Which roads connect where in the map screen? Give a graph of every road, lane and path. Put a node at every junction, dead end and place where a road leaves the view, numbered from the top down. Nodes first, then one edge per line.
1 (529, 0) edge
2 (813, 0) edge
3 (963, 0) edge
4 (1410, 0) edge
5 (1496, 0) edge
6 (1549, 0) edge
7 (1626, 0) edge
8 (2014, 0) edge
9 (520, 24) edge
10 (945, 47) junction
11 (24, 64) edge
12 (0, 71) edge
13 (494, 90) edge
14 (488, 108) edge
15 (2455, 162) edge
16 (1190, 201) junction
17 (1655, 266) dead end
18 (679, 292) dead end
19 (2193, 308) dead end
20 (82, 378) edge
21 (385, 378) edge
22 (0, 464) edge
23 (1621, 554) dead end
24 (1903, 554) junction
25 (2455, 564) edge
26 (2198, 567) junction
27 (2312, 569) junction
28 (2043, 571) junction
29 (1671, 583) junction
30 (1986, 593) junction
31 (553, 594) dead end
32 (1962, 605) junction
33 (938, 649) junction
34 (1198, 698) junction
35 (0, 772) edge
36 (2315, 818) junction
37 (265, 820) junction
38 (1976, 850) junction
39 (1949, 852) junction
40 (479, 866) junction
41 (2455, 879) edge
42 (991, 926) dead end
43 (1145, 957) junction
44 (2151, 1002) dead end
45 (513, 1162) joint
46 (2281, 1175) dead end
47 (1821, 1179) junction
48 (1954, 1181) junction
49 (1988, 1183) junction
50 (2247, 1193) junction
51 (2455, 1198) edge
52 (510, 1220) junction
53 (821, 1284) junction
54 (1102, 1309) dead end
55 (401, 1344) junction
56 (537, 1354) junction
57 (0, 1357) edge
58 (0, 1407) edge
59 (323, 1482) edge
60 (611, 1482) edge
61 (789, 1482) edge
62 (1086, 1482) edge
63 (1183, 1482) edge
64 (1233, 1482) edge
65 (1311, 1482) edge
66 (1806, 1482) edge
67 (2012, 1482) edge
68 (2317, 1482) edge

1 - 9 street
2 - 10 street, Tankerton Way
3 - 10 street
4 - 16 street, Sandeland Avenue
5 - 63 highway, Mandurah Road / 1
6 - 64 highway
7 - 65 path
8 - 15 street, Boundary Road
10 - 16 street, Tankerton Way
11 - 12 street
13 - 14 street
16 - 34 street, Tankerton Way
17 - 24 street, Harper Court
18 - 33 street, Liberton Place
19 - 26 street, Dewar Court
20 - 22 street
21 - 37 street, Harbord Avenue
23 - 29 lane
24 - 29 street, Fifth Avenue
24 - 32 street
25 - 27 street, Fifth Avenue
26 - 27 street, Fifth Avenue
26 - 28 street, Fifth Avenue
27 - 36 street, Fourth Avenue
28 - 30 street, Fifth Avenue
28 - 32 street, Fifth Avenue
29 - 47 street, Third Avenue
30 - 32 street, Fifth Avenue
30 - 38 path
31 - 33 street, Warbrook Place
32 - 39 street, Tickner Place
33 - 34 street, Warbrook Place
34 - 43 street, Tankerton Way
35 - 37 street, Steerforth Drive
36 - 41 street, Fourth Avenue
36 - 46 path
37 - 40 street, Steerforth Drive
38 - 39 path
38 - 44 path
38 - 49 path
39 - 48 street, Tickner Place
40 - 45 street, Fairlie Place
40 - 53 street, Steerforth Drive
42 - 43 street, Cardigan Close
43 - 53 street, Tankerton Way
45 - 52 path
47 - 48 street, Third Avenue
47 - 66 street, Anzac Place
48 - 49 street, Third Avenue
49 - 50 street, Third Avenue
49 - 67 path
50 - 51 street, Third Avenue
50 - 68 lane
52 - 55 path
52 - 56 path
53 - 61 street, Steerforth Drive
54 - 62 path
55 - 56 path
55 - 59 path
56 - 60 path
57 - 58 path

Activity:
Using the material above, return every line that holds the string "Warbrook".

Your response:
31 - 33 street, Warbrook Place
33 - 34 street, Warbrook Place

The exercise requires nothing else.